Investigators uncovered a diagnostic method to identify receptors on cancer cells in the blood, then engineered a cell-based therapy to target and kill tumor cells in the brain, paving the way to clinical testing.
Glioblastomas (GBMs) are highly aggressive cancerous tumors of the brain and spinal cord. Brain cancers like GBM are challenging to treat because many cancer therapeutics cannot pass through the blood-brain barrier, and more than 90% of GBM tumors return after being surgically removed, despite surgery and subsequent chemo-and radiation therapy being the most successful way to treat the disease. In a new study led by investigators at Brigham and Women’s Hospital and Harvard Medical School, scientists devised a novel therapeutic strategy for treating GBMs post-surgery by using stem cells taken from healthy donors engineered to attack GBM-specific tumor cells. This strategy demonstrated profound efficacy in preclinical models of GBM, with 100 percent of mice living over 90 days after treatment. Results will be published today (May 19, 2022) in the journal Nature Communications.
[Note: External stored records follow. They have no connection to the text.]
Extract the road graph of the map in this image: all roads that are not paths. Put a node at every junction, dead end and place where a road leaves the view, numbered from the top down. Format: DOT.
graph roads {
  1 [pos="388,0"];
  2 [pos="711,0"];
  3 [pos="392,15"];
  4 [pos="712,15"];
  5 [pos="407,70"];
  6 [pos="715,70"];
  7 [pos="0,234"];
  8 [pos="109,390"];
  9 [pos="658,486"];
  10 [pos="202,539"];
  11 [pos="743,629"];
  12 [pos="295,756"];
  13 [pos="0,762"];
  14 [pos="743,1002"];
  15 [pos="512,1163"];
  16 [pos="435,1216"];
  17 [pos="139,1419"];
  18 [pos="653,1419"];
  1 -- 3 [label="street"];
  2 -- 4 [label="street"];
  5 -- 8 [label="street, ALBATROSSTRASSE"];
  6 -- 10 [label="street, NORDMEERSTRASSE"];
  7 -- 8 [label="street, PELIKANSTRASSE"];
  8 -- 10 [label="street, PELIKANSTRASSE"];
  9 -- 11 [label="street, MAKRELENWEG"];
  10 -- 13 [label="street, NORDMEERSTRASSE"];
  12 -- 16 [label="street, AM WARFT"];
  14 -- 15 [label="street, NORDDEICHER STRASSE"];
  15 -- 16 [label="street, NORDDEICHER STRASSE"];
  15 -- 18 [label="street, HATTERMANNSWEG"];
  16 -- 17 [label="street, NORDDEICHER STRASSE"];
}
“This is the first study to our knowledge that identifies target receptors on tumor cells prior to initiating therapy, and using biodegradable, gel-encapsulated, ‘off-the-shelf’ engineered stem cell based therapy after GBM tumor surgery,” said Khalid Shah, MS, PhD, director of the Center for Stem Cell and Translational Immunotherapy (CSTI) and the vice chair of research in the Department of Neurosurgery at the Brigham and faculty at Harvard Medical School and Harvard Stem Cell Institute (HSCI).